● **ACTION ITEM**
Report each line of the data below in which "where" appears.

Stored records
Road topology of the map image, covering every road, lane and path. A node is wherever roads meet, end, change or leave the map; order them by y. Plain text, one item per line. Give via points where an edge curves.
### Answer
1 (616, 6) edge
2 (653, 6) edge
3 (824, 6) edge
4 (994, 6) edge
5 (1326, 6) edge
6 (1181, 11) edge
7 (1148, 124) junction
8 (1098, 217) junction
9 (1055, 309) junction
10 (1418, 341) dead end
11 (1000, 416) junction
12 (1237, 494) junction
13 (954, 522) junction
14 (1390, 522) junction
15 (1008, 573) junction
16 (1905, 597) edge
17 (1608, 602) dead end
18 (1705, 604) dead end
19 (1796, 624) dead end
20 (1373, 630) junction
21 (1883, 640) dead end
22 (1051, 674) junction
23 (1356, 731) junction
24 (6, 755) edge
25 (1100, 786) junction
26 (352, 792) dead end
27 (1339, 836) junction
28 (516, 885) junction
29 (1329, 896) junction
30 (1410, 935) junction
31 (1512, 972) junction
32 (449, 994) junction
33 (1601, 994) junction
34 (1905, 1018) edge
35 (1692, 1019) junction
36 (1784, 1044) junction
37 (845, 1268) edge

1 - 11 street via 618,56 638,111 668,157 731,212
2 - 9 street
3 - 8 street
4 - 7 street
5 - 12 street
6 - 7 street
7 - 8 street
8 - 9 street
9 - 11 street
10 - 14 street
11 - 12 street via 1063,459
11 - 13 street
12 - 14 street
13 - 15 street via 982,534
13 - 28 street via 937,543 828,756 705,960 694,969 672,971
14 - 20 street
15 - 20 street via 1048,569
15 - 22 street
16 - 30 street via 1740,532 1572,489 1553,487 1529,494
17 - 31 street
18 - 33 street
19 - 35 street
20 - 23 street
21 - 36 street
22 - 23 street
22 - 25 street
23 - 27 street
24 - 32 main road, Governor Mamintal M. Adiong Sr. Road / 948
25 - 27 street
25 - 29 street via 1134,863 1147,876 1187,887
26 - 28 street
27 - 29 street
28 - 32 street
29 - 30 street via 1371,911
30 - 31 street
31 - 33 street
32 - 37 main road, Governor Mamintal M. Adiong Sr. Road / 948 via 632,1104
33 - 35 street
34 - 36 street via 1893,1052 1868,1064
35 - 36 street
...
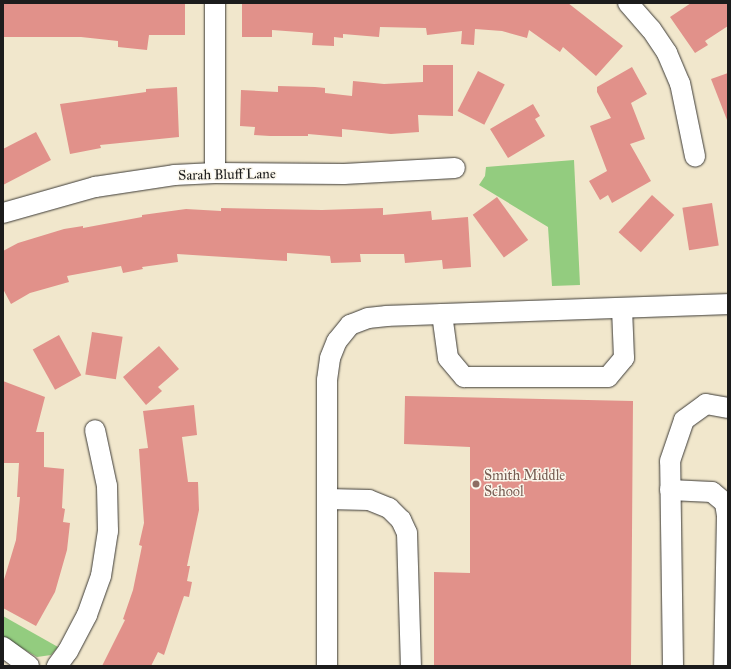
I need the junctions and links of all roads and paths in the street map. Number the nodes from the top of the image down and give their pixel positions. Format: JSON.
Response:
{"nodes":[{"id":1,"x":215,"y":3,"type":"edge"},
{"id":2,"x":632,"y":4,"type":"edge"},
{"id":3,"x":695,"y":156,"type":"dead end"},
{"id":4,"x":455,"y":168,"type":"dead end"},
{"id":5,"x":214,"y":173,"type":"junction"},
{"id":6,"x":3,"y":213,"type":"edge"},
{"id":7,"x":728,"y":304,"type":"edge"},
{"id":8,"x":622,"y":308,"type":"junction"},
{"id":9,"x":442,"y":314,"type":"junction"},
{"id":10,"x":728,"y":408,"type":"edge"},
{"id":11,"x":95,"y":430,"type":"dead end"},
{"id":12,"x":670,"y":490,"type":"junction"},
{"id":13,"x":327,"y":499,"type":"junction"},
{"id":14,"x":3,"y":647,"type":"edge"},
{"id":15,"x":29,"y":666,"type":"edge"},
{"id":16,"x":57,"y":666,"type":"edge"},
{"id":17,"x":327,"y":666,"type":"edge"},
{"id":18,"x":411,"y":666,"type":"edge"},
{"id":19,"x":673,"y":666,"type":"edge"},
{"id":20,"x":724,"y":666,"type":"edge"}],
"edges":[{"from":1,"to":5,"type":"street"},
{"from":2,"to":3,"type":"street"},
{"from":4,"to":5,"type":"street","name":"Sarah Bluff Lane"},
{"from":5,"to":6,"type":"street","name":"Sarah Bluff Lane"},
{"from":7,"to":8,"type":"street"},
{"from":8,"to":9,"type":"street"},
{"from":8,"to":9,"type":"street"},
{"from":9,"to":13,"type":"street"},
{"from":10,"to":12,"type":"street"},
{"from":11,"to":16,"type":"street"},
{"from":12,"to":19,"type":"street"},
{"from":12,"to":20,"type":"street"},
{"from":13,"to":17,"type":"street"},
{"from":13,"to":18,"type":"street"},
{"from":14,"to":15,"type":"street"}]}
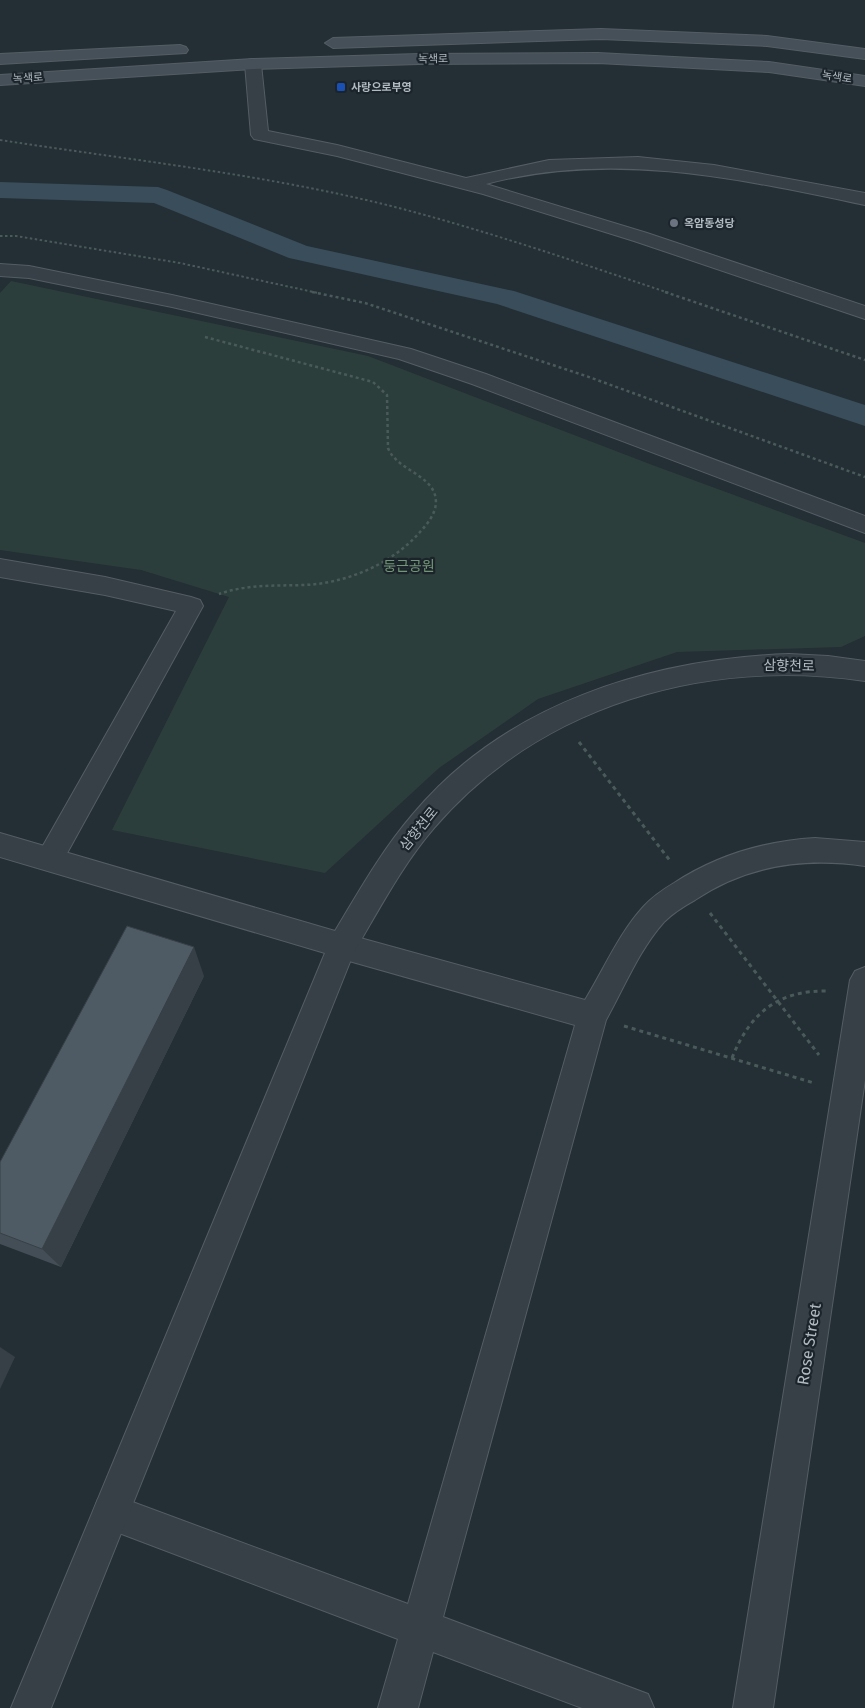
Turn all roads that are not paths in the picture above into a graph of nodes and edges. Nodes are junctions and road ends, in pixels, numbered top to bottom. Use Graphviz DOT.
* * *
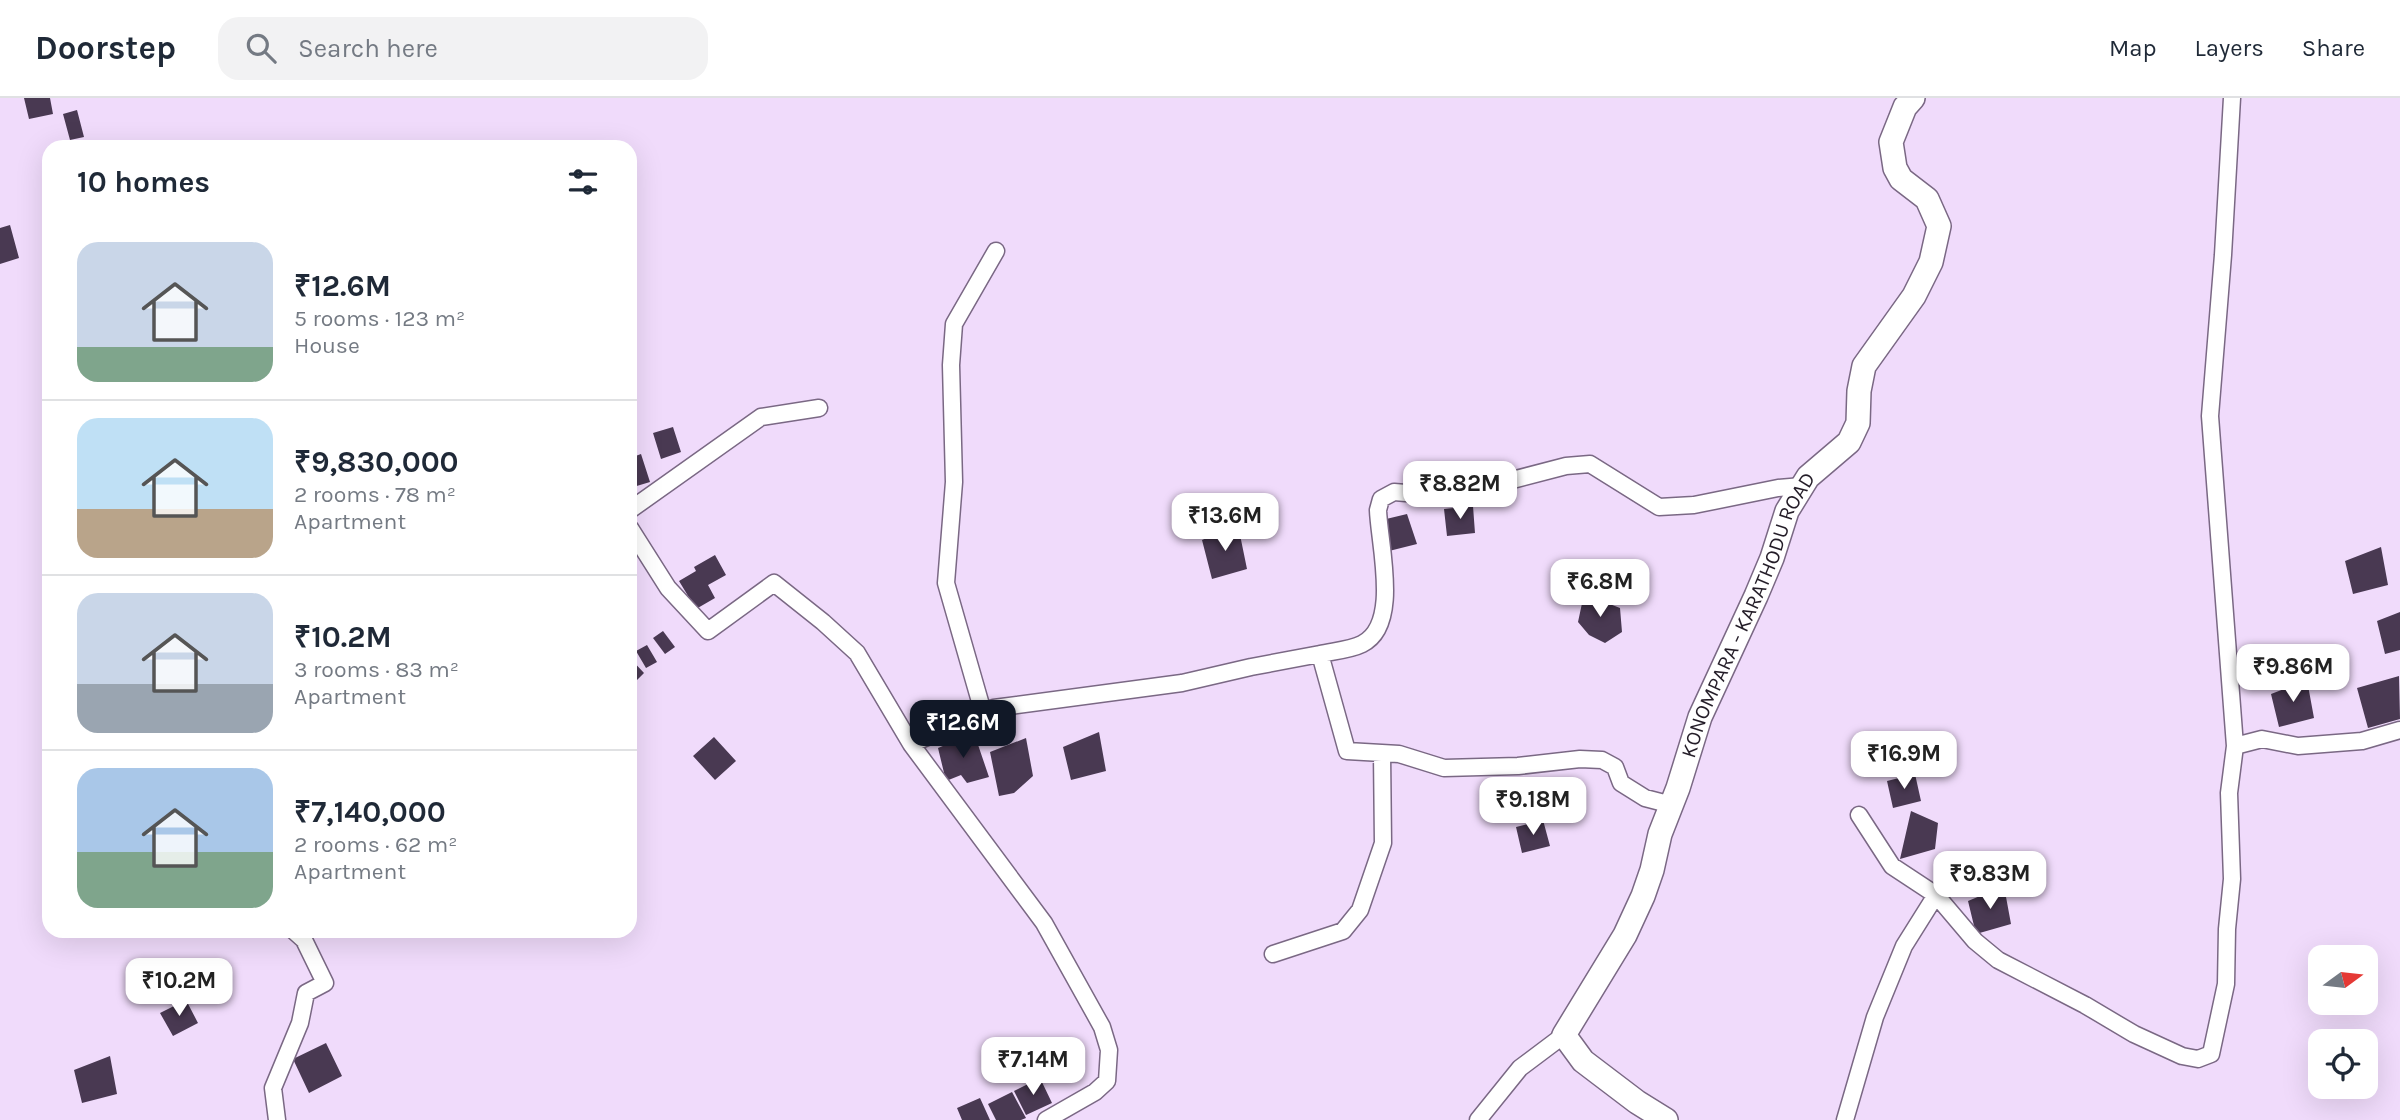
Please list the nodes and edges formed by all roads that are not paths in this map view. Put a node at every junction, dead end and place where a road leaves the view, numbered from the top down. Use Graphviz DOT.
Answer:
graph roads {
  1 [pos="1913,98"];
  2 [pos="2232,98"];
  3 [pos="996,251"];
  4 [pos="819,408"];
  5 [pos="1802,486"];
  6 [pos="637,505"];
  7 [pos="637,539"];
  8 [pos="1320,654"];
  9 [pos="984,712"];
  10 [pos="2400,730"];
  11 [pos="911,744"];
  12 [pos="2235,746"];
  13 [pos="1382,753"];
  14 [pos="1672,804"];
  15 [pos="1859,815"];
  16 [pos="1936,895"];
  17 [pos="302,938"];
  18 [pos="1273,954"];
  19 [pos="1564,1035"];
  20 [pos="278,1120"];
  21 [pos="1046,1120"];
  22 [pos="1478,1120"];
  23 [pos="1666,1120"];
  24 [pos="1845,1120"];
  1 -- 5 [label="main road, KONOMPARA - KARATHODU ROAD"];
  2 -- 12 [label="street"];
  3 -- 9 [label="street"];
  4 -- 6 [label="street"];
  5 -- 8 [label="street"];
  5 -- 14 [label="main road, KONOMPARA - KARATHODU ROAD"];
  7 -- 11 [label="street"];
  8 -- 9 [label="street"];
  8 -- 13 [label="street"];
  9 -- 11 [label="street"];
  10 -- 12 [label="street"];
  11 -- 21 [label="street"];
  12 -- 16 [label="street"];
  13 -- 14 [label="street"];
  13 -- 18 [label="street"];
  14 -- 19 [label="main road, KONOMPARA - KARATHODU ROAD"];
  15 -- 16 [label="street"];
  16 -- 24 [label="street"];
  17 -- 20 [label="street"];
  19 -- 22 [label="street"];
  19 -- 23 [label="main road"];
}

● **RESULT OF THIS TASK**
Road topology of the map image, covering every road, lane and path. A node is wherever roads meet, end, change or leave the map; order them by y. Plain text, one item per line. Give via points where an edge curves.
Please list the nodes and edges formed by all roads that are not paths in this map view. Put a node at every junction, dead end and place where a road leaves the view, numbered from the top down. Use Graphviz DOT.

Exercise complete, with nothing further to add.